DATA UNDER STUDY below:
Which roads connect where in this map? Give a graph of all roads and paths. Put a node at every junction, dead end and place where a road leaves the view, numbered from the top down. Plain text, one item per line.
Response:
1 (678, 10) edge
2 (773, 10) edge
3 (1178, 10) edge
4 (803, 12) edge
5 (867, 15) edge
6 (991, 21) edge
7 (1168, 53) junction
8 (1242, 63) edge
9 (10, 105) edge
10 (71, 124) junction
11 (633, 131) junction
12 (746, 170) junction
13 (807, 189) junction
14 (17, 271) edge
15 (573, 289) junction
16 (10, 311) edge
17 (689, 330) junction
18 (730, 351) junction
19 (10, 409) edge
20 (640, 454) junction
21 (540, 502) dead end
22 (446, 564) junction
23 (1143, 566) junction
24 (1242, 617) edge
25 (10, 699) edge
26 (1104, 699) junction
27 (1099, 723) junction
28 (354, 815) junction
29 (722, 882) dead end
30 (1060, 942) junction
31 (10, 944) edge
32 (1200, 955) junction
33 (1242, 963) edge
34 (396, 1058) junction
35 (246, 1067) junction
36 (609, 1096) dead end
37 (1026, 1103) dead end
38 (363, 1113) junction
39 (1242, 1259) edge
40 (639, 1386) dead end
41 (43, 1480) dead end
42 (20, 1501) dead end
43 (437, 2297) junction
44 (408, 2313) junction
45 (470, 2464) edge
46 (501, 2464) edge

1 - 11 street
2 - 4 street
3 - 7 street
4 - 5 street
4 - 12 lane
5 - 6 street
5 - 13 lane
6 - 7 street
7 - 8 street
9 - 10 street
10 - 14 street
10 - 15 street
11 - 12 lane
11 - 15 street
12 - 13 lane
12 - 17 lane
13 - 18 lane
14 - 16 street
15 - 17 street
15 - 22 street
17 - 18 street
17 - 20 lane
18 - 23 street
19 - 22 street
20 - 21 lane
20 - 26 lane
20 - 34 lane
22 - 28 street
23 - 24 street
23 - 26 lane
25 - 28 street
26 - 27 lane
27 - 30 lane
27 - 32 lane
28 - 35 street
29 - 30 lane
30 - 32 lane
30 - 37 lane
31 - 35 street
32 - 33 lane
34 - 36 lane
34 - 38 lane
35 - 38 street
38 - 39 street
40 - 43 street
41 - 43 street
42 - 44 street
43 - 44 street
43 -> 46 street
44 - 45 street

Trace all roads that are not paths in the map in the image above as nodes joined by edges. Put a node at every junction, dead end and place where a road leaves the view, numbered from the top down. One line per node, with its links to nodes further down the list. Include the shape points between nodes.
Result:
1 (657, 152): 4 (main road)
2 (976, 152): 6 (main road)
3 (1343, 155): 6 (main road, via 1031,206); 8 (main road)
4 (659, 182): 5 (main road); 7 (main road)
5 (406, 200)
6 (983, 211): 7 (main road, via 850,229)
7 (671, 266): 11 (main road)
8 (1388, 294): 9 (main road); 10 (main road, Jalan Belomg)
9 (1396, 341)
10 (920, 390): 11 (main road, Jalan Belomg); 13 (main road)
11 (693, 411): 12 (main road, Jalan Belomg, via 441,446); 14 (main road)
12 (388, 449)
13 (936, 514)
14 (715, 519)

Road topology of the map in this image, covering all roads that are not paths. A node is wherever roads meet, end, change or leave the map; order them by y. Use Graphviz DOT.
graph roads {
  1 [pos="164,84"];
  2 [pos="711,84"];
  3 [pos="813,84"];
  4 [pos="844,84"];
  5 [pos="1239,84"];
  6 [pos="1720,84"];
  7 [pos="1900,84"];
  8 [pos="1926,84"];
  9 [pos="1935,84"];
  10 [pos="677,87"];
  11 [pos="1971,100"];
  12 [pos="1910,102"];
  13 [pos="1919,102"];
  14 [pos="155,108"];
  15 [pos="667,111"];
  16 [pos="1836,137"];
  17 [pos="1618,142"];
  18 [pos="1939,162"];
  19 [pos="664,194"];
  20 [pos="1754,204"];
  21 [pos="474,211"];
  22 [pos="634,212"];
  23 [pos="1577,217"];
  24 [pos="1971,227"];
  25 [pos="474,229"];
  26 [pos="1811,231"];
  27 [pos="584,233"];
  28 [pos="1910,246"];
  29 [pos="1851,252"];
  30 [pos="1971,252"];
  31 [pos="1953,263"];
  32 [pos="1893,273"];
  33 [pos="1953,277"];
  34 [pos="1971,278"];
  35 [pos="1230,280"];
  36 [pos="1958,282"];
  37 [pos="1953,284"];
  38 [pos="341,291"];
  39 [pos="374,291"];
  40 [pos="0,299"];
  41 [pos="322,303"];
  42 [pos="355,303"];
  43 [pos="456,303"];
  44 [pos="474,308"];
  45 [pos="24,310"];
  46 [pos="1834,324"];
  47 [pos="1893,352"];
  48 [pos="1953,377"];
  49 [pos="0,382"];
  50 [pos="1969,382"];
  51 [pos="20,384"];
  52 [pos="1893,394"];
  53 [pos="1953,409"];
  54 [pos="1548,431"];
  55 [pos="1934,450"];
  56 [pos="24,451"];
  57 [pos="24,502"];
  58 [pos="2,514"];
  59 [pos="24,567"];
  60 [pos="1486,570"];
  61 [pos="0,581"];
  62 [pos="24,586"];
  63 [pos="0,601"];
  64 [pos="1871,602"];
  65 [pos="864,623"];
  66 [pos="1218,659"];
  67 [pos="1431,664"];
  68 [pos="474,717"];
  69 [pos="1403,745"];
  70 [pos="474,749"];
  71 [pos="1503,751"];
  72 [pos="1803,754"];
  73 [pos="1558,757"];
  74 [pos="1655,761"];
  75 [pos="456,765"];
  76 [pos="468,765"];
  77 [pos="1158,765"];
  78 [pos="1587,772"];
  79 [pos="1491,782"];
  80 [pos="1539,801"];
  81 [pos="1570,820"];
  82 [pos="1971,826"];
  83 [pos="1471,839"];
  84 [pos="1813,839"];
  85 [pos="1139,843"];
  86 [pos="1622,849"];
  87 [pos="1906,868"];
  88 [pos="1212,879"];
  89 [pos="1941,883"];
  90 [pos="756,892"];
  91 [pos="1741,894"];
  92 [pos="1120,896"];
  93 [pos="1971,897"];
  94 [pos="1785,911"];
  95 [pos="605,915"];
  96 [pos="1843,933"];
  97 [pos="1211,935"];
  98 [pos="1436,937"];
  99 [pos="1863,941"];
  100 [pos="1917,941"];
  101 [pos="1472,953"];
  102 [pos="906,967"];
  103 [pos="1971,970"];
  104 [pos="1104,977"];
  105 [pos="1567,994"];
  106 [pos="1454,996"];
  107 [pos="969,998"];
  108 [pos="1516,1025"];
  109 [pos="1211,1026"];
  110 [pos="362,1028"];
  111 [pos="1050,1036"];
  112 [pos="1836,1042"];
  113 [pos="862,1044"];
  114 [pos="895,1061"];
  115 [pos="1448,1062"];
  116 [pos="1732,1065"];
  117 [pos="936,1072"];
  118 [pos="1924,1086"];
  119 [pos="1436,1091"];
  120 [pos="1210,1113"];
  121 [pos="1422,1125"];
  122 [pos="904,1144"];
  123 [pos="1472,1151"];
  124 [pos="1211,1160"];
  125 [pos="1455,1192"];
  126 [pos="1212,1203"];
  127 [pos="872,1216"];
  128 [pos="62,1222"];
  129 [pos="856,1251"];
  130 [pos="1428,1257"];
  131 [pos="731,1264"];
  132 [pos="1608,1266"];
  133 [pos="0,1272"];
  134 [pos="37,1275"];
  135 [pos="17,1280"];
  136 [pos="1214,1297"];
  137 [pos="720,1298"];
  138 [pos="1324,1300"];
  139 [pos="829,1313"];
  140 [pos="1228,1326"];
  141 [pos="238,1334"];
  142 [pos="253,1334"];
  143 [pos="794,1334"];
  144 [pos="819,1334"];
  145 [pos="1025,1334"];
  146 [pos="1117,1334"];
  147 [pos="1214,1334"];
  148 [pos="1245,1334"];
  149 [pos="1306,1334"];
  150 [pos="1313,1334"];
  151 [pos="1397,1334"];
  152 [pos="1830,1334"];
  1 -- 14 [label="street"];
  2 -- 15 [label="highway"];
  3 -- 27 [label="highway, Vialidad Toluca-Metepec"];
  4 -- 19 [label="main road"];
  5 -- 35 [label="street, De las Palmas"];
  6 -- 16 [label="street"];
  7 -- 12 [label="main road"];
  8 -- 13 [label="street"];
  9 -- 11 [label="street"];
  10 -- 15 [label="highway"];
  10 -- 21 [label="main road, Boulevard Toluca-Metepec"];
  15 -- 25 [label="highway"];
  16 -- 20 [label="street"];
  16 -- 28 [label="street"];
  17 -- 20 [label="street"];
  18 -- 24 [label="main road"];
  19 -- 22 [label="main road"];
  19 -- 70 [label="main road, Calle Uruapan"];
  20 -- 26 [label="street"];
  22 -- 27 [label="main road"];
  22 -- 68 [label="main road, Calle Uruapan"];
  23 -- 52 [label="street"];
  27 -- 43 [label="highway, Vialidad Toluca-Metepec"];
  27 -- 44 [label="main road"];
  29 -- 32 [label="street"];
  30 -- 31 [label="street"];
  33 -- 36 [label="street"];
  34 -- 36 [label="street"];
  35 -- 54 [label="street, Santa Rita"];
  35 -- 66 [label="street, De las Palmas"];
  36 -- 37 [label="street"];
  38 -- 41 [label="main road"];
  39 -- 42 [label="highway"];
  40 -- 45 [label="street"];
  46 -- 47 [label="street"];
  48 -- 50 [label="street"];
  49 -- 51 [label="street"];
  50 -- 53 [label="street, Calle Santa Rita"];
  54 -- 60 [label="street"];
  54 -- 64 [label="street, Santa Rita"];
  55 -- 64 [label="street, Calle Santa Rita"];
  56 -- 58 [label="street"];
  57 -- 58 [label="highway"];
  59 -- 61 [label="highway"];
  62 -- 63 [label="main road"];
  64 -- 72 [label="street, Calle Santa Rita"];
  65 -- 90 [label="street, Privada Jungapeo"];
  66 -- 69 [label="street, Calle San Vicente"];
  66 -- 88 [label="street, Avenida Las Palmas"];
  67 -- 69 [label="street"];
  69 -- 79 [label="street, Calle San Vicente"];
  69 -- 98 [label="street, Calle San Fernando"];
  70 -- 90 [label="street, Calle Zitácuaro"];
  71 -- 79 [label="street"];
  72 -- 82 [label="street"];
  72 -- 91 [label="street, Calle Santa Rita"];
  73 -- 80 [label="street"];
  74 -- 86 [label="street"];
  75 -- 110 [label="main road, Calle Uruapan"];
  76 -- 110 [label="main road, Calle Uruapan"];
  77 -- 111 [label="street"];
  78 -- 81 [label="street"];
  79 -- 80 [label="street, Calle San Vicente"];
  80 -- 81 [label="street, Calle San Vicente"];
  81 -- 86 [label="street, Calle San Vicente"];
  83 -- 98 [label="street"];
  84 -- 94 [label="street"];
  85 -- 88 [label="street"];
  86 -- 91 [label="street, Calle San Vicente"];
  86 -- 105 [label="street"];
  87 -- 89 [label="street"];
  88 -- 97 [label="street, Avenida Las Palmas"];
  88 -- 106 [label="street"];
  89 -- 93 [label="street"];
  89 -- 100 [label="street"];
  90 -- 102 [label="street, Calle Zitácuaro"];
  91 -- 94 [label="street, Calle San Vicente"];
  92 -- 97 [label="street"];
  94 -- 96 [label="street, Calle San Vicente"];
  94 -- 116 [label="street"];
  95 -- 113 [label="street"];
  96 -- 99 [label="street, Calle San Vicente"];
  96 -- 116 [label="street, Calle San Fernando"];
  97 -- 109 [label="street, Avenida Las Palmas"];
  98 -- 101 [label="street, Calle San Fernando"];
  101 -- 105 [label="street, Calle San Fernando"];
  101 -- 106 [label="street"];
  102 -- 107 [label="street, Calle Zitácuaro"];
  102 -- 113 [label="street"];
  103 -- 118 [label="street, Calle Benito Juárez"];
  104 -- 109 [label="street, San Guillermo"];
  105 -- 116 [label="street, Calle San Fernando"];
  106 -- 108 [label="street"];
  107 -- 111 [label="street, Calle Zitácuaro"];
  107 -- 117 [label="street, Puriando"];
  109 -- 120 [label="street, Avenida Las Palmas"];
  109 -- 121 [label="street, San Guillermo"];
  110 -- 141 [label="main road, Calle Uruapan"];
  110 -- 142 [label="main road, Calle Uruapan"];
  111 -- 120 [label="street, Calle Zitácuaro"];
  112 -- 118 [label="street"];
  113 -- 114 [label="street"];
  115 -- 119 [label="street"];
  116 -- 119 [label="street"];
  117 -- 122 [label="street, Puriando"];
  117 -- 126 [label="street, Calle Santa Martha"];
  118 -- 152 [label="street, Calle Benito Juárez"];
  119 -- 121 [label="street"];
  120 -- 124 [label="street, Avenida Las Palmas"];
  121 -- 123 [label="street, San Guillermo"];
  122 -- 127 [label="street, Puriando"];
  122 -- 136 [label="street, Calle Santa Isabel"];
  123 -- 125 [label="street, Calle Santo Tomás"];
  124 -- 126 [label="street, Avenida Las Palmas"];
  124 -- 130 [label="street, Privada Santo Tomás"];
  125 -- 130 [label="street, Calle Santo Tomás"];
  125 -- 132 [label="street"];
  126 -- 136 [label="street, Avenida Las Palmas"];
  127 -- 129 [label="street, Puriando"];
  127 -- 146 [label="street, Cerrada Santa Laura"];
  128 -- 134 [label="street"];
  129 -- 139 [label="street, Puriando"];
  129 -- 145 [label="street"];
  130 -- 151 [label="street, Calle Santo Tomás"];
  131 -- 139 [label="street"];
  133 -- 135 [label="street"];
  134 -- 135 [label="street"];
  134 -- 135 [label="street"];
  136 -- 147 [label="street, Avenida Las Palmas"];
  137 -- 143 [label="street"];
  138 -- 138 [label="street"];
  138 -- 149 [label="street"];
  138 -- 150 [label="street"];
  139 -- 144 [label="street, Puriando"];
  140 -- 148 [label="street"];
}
End of DATA UNDER STUDY.
EXERCISE: Go through the records above and report how many lines contain "Fernando". Write the number only.

YOUR SOLUTION: 5